Дослушал мальчик предание, что рассказал ему ворон, и призадумался ещё больше, чем прежде.

– Хотел бы я знать, зачем только тебе понадобилось рассказывать мне эту историю? – спросил он.

Батаки долго не отвечал, а только вертел головой да жмурил глаза.

– Раз уж мы здесь одни, – наконец сказал он, – воспользуюсь-ка я случаем и спрошу тебя об одном деле. Узнал ли ты точно, на каком условии этот самый домовой, что заколдовал тебя, согласен снова превратить тебя в человека?

– Я слыхал только об одном: я должен доставить белого гусака целым и невредимым на север – в Лапландию, а потом снова на юг – в Сконе.

– Так я и думал! – каркнул Батаки. – Вот почему, когда мы встретились в последний раз, ты так гордо говорил о том, что ничего нет на свете хуже, чем изменить другу, который надеется на тебя. Надо бы всё же поподробнее справиться у Акки об этом уговоре. Знаешь, ведь она сама побывала у вас в Вестра-Вемменхёге и беседовала с домовым.

– Акка мне ни слова об этом не говорила, – забеспокоился мальчик.

– Наверно, она сочла, что лучше тебе не знать, какое условие ставит теперь домовой. Ей, ясно, больше хочется помочь тебе, чем Мортену-гусаку.

– Просто удивительно, Батаки, как тебе всякий раз удаётся опечалить и встревожить меня! – вздохнул мальчик.

– Может, так оно и кажется с виду, – ответил ворон, – но на сей раз ты будешь мне благодарен, когда я передам тебе слова домового. А сказал он так: ты снова станешь человеком, если доставишь домой Мортена-гусака и матушка твоя его зарежет.

Мальчик вскочил.

– Не иначе, ты это придумал мне со зла! – вскричал он.

– Можешь спросить саму Акку! – каркнул Батаки. – Вон она летит в вышине со всей стаей!
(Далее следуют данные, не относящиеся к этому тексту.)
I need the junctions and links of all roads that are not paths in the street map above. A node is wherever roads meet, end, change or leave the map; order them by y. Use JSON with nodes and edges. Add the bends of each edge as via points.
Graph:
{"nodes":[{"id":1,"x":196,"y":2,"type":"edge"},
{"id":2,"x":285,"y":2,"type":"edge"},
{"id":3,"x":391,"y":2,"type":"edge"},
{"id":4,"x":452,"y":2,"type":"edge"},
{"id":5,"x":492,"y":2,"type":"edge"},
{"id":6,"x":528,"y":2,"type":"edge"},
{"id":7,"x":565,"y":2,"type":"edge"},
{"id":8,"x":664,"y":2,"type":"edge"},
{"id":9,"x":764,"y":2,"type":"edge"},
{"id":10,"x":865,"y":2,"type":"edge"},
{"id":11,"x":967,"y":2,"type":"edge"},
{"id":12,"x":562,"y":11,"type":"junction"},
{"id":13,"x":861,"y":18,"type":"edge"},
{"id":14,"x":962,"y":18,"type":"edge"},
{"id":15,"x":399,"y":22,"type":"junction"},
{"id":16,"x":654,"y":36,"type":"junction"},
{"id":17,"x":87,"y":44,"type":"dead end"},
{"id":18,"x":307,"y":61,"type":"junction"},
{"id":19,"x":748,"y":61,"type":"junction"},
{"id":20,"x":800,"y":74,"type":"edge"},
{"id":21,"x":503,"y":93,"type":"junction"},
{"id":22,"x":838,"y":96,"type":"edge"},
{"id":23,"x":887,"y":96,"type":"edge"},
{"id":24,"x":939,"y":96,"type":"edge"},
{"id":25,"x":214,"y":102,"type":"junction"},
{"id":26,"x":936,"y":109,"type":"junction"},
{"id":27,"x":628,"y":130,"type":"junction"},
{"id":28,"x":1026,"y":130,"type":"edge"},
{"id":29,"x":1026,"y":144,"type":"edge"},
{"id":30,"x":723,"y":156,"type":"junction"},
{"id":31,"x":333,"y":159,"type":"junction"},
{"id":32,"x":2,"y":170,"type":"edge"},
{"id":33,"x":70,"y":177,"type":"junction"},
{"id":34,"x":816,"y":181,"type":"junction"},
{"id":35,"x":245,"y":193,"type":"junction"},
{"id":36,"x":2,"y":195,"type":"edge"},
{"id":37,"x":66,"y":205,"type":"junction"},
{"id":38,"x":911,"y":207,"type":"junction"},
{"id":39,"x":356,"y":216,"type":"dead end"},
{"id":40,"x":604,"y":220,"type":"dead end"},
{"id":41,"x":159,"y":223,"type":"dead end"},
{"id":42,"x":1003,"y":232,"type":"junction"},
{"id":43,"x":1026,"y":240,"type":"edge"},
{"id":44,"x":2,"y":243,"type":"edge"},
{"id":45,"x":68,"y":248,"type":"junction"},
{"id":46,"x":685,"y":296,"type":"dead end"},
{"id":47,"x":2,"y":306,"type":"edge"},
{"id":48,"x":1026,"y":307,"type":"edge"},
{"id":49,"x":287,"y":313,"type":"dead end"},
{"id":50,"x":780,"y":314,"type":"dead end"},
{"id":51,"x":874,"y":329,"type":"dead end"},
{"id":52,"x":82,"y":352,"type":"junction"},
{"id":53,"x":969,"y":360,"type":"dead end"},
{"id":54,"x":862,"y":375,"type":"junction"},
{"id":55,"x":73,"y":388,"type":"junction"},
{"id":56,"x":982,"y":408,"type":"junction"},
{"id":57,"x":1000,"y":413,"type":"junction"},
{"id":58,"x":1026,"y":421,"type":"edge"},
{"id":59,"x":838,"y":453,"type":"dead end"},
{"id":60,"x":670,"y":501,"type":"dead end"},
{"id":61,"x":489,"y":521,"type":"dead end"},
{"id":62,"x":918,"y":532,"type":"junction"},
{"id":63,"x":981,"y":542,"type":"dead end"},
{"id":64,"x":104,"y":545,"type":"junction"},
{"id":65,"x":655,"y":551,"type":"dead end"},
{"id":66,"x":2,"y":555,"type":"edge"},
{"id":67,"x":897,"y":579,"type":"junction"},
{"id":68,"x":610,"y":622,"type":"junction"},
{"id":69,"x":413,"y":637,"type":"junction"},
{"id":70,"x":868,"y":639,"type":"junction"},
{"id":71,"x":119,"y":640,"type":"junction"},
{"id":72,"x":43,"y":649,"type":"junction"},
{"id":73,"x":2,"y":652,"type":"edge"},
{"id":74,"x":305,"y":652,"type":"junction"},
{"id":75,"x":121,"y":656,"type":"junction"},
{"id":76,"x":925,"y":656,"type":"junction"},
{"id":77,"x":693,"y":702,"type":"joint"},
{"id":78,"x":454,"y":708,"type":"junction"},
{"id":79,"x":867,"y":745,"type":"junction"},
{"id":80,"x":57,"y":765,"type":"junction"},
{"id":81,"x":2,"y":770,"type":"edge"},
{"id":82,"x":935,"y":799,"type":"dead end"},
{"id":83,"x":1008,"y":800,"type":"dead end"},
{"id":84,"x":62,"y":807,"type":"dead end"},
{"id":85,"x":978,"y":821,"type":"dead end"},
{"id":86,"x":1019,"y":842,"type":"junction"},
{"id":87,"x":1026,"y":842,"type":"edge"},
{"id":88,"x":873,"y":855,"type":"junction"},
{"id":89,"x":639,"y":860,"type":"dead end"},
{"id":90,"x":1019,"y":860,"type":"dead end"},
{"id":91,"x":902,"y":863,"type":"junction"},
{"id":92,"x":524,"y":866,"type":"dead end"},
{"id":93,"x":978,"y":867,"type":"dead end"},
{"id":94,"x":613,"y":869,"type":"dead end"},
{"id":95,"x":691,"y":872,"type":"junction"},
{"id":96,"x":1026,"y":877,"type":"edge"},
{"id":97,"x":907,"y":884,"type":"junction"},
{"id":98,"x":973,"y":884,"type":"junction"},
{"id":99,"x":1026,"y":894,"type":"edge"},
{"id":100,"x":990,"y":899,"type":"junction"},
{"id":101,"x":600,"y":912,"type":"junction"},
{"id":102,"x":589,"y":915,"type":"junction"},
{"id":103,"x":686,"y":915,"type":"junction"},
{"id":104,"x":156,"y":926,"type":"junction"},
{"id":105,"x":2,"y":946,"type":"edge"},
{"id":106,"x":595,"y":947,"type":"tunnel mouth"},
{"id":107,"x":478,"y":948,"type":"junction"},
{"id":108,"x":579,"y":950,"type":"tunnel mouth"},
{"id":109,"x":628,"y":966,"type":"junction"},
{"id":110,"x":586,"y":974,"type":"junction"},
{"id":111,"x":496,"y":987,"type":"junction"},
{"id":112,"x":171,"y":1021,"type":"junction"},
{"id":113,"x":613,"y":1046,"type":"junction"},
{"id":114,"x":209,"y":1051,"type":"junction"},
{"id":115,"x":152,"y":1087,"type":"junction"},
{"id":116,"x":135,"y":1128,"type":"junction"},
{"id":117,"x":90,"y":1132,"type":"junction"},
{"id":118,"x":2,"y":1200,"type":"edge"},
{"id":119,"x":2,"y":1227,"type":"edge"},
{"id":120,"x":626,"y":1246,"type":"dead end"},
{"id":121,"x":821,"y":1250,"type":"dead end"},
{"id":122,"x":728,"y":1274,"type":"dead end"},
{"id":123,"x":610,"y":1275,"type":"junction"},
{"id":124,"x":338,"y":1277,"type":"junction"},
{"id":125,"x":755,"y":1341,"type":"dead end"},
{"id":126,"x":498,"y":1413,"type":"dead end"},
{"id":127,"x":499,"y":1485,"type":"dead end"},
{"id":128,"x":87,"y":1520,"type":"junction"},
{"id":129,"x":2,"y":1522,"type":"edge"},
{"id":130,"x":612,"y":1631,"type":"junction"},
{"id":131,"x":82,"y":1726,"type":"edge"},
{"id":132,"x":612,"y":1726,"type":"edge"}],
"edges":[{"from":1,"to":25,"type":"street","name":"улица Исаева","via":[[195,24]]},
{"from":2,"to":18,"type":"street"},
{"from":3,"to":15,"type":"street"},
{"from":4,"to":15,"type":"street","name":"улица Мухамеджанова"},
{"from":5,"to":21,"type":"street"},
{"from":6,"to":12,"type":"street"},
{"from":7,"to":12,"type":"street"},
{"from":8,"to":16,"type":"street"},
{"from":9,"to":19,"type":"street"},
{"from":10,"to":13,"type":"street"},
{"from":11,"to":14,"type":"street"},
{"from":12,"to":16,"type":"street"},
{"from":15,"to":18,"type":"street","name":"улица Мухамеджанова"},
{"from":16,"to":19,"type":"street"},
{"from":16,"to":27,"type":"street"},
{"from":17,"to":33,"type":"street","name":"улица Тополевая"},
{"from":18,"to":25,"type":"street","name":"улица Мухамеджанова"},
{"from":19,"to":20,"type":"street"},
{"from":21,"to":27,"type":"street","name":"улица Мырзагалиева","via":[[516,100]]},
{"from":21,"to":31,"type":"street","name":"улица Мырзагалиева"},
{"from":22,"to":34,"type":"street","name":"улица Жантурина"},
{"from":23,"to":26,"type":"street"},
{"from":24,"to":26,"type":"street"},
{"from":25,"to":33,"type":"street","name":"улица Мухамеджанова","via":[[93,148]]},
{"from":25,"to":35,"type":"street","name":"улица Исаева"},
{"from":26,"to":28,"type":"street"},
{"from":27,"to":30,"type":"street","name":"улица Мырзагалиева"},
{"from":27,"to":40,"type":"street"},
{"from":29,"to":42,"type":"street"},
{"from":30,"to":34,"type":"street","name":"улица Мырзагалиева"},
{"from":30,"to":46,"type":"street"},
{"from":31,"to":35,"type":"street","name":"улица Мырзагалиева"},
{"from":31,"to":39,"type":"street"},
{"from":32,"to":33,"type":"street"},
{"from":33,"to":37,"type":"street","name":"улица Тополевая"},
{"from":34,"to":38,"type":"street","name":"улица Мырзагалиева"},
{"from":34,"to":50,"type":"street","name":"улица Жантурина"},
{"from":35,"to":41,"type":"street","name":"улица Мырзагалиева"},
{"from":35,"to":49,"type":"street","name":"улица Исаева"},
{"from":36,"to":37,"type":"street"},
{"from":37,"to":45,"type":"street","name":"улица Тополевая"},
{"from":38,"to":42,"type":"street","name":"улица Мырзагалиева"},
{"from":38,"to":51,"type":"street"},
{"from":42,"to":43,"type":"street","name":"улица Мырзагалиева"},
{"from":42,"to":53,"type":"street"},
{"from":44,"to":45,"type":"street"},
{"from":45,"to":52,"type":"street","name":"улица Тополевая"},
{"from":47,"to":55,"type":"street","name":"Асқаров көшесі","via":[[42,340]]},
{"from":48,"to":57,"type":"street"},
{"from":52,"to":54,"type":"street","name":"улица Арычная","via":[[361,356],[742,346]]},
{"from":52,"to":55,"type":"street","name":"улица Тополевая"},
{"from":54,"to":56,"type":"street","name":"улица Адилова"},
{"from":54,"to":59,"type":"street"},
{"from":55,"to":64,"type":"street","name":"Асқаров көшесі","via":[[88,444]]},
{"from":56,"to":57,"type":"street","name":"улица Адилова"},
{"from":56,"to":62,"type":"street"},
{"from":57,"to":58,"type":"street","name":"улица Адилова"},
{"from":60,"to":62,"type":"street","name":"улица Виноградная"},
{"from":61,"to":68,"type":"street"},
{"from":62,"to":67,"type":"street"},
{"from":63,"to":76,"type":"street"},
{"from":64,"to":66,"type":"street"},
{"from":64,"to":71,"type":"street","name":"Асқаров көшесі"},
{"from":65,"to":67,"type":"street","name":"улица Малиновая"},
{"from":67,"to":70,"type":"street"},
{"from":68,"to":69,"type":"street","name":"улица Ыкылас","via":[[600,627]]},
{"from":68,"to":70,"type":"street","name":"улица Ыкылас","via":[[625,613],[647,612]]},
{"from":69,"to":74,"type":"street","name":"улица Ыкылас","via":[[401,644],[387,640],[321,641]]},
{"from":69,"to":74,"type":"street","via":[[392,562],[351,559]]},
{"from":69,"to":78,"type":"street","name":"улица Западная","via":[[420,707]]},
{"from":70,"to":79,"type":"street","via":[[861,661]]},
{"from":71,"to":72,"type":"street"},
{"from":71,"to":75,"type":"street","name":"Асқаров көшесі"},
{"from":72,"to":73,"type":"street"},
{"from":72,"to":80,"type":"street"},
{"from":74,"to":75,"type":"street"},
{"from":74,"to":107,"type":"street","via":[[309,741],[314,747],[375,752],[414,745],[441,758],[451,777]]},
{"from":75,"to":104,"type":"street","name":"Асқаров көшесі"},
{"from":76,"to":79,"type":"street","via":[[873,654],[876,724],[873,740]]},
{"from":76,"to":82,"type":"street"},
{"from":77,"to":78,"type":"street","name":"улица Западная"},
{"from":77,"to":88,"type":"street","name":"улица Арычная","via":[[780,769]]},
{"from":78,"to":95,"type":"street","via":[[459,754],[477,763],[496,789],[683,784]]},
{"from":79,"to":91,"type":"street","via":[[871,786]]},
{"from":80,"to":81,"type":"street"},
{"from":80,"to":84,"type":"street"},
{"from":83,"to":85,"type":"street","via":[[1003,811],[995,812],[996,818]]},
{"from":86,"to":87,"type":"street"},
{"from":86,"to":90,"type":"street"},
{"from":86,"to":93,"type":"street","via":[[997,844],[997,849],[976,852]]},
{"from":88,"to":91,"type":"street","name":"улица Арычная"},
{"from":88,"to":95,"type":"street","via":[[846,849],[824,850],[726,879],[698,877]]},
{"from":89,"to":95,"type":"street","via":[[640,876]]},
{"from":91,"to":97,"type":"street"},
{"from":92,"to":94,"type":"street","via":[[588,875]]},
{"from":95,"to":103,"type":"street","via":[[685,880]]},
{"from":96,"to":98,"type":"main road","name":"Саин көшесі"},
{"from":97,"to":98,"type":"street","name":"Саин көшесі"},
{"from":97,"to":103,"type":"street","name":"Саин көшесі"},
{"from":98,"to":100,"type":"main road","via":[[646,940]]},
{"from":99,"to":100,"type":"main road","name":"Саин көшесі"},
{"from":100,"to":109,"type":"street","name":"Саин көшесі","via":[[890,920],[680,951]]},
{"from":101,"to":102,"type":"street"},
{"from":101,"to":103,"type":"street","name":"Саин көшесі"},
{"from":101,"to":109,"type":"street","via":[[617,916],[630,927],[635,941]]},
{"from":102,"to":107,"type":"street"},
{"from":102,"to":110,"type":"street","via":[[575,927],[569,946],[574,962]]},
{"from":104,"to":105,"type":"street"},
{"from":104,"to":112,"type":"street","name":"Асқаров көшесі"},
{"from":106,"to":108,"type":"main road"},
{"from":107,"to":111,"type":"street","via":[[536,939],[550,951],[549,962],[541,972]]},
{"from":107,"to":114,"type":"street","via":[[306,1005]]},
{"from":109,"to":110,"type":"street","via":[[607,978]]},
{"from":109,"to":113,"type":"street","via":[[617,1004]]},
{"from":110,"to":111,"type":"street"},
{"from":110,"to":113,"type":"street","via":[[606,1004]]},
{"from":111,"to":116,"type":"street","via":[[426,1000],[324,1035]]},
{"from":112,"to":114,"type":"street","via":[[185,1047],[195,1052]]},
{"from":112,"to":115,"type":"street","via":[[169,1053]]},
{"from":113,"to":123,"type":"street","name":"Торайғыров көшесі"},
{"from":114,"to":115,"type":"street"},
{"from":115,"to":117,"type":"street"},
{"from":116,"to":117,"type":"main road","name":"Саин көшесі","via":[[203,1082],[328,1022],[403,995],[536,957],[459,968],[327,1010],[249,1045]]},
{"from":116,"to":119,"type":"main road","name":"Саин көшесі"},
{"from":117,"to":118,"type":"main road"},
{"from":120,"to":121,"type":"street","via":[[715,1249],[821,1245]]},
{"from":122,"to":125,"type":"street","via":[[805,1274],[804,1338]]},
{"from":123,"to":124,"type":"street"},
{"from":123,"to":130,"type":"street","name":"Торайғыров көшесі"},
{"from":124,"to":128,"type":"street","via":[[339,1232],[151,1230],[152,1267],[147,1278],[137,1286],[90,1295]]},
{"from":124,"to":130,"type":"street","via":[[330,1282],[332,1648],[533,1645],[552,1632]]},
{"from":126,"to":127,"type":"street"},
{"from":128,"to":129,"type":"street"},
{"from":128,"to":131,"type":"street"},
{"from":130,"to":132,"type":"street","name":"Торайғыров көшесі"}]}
И не забудь предания, которые я нынче тебе рассказал! Помни: как бы ни было трудно, всегда есть путь к спасению! Надо его только найти! Меня порадует, когда я увижу, что тебе это удалось!


XLVIIIВермланд и Дальсланд

Среда, 5 октября

На другой день во время привала, когда Акка щипала травку чуть поодаль от других диких гусей, мальчик улучил минутку и спросил её, правда ли то, что ему рассказал Батаки. И Акка подтвердила: да, ворон правду говорил. Тогда мальчик взял с гусыни-предводительницы клятву, что она не откроет эту тайну Мортену. Ведь большой белый гусак так отважен и благороден! Мальчик очень боялся, что Мортен может сам навлечь на себя беду, если узнает, каково условие домового.

Потом Нильс угрюмо и молчаливо сидел на спине гусака, понурив голову и ничего вокруг не замечая. Он слышал, как дикие гуси кричали гусятам, что стая влетает в Далекарлию. Что сейчас, в горах севера, они увидят вершину Стедьян! Что они летят над рекой Эстердальэльвен и вот уже приближаются к озеру Хормундшён. А теперь, мол, под ними долина реки Вестердальэльвен! Но мальчик глядеть на всё это не желал. «Видно, придётся мне всю жизнь летать с дикими гусями по свету, успею ещё всласть насмотреться на здешние края, пожалуй, даже больше, чем мне бы того хотелось», – равнодушно думал он.

Он ничуть не оживился и тогда, когда дикие гуси закричали, что они прилетели в Вермланд и река, вдоль которой они мчатся на юг, – это знаменитая Кларэльвен! «Я уже видел столько рек! – думал он. – Стоит ли эта того, чтобы смотреть на неё?»

Но даже если бы ему этого хотелось, он бы не так уж много и увидел. Ведь в северном Вермланде ничего нет, кроме бескрайних однообразных лесов, сквозь дремучую чащу которых петляет река Кларэльвен, узкая, богатая водопадами. И лишь кое-где попадаются то приземистые, даже без труб лачуги, где живут финны, то яма углежога, то подсека – вырубленное, расчищенное под пашню место в лесу. Но вообще лес тянется так нескончаемо, что можно подумать, будто находишься ещё далеко-далеко на севере, в Лапландии.

Дикие гуси опустились на подсеку у самого берега реки Кларэльвен, и пока они разгуливали там, щипля свежие, только-только выбившиеся из земли всходы озимой ржи, мальчик бродил по лесу. Вдруг он услыхал смех и весёлый говор. Семеро рослых, крепких парней шли с котомками на спине и топорами через плечо. В тот день мальчик ужасно тосковал по людям и страшно обрадовался, когда все семеро работников сняли свои котомки и уселись на берегу реки – отдохнуть.